The sergeant huffed in response, turning to the younger of the two men. “See to it that he gets the video as soon as possible. I have to go deal with the housekeeper. He locked himself up behind the bookcase at the penthouse,” He said.
Lionel was still at home, alive? Locked up at the penthouse — had he pressed the panic button? Locked himself in Kai’s room?
That was smart. There was a phone in Kai’s room. He would be safe and live long enough to get help. Maybe Kai’s stepfather already knew what happened. Maybe they were already on their way. At least, that’s what he had to tell himself.
The sergeant looked at Kai with a twisted smile. “Let’s hope your stepfather pays up. Otherwise, next time you see me… will be your last.”
The young man collected the camcorder, and both of them left through the metal bedroom door, closing it behind them. The sound of locks turning from the other side came and went.
As soon as they left the room, Kai folded over on himself and exhaled heavily, taking deep, shaky, long breaths, trying to calm himself down.
Lionel. He was going to deal with Lionel. He didn’t think he’d be able to get into his room, but what if he could? He’d already broken into the highly secure building, and then broken out again. What if he could get inside?

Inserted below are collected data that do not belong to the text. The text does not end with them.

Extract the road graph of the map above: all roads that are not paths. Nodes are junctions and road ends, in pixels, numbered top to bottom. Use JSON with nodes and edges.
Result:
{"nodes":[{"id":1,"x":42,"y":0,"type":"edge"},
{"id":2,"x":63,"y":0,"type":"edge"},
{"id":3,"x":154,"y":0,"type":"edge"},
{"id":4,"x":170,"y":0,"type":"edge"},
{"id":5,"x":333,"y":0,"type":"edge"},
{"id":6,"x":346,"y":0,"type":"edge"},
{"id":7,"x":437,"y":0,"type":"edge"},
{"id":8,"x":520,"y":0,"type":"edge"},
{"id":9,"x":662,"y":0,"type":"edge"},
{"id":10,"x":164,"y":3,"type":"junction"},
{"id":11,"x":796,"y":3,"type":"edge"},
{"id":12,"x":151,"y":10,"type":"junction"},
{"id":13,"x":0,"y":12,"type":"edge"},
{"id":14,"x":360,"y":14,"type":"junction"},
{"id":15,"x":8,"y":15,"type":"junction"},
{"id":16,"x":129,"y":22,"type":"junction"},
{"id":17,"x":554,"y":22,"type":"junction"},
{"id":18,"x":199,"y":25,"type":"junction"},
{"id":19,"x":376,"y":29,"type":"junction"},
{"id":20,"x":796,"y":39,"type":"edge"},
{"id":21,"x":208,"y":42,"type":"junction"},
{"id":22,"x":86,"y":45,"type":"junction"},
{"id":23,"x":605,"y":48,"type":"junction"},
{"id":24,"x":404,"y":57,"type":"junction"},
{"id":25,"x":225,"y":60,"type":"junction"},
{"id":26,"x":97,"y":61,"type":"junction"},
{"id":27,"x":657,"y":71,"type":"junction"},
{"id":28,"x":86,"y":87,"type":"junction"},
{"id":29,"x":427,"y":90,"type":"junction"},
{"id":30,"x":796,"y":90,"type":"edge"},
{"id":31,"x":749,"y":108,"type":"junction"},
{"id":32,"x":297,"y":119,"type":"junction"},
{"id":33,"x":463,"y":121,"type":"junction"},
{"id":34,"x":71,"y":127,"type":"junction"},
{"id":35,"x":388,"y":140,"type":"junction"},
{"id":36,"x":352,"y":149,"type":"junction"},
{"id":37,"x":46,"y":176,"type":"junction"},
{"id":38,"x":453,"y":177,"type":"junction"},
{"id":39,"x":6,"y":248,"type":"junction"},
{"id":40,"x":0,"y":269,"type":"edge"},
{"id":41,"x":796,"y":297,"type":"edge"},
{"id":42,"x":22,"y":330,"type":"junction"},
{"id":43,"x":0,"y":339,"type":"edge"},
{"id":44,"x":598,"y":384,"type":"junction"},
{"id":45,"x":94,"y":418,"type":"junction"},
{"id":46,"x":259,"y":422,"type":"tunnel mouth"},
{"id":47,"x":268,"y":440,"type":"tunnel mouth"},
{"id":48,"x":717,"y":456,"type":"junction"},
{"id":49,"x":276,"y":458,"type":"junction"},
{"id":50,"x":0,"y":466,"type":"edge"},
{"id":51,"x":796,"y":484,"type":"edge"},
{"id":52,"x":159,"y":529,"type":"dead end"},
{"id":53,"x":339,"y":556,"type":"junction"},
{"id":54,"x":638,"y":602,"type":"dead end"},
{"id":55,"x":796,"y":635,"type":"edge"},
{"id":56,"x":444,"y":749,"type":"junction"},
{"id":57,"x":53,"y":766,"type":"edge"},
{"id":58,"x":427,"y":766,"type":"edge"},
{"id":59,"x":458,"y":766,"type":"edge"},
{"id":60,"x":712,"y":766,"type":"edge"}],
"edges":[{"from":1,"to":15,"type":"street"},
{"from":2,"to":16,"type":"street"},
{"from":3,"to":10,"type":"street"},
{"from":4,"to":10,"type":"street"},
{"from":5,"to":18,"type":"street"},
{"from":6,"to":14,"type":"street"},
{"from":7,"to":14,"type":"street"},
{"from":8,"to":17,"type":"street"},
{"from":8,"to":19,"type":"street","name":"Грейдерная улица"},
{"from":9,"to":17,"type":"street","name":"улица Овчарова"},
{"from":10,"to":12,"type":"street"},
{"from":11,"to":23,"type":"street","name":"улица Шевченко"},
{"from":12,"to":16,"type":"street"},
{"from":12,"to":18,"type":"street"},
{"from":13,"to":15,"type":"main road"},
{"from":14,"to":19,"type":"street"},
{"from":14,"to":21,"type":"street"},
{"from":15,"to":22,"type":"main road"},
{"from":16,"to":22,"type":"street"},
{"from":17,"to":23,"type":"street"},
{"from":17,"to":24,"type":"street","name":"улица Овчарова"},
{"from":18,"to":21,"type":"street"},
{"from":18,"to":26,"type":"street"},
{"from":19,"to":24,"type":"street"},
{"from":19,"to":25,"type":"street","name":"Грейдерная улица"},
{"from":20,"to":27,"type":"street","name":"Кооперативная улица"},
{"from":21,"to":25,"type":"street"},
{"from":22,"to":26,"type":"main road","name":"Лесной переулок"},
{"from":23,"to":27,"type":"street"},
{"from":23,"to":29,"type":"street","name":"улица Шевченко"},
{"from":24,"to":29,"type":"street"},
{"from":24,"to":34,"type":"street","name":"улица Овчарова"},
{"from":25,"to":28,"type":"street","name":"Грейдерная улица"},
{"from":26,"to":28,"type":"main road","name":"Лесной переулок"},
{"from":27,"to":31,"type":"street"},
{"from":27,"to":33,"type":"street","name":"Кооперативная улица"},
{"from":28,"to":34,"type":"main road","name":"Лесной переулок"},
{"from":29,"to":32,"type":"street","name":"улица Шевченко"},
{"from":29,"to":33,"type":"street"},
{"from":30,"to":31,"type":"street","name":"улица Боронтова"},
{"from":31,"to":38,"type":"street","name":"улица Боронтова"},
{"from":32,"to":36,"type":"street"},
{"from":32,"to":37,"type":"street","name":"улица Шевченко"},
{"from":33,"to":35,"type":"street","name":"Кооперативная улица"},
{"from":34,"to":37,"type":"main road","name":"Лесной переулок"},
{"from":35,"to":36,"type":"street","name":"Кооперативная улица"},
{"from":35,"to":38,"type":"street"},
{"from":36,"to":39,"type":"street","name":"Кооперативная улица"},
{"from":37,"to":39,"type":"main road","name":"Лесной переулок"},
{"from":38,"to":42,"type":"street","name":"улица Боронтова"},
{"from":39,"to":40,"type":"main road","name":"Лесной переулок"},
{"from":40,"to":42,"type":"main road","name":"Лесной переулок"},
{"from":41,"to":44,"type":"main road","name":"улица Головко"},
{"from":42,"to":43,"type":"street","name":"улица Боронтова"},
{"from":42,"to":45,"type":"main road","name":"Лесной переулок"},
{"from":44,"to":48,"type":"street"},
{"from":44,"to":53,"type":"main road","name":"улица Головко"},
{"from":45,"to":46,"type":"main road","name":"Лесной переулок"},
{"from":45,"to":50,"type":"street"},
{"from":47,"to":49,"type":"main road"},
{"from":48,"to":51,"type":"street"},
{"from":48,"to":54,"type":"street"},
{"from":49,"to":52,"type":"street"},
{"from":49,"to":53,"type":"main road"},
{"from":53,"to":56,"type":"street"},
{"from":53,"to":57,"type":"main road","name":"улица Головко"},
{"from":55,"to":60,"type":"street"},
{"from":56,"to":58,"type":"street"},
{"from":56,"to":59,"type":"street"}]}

Kai had to physically fight away the panic that was clawing at his throat, threatening to make the air around him too thin to breathe. He had no idea where he was. Even if he did, he didn’t have the faintest clue about direction — how to get home or how long it would take the sergeant to get there. He could have five hours, or five minutes, before Lionel was possibly dead.
A string of curse words bounced around in his skull as he tried to wiggle his arms and legs around. The zip-ties were too tight for him to slide out of, and too strong to simply break by pulling against them. He looked around the room again, but there was nothing. Not that he’d be able to grab anything anyways.
Think. Think. He’d been taught how to get out of zip-ties, but not when they were attached to chairs. He could try and break the chair itself, but with his arms and legs attached like they were, he didn’t have a large enough range of motion to even think about doing anything. Best and worst case, he’d just fall over.
What could he do? What could he do?
He sat up slightly, fighting back a burn that threatened to surface in his eyes, glancing at his wrists. He didn’t have anything on him that could cut stuff. Even if he did, he wouldn’t be able to reach it.
One thing he’d been taught was adaptability. How to use objects on or around him to his advantage. But what good was that when he couldn’t move?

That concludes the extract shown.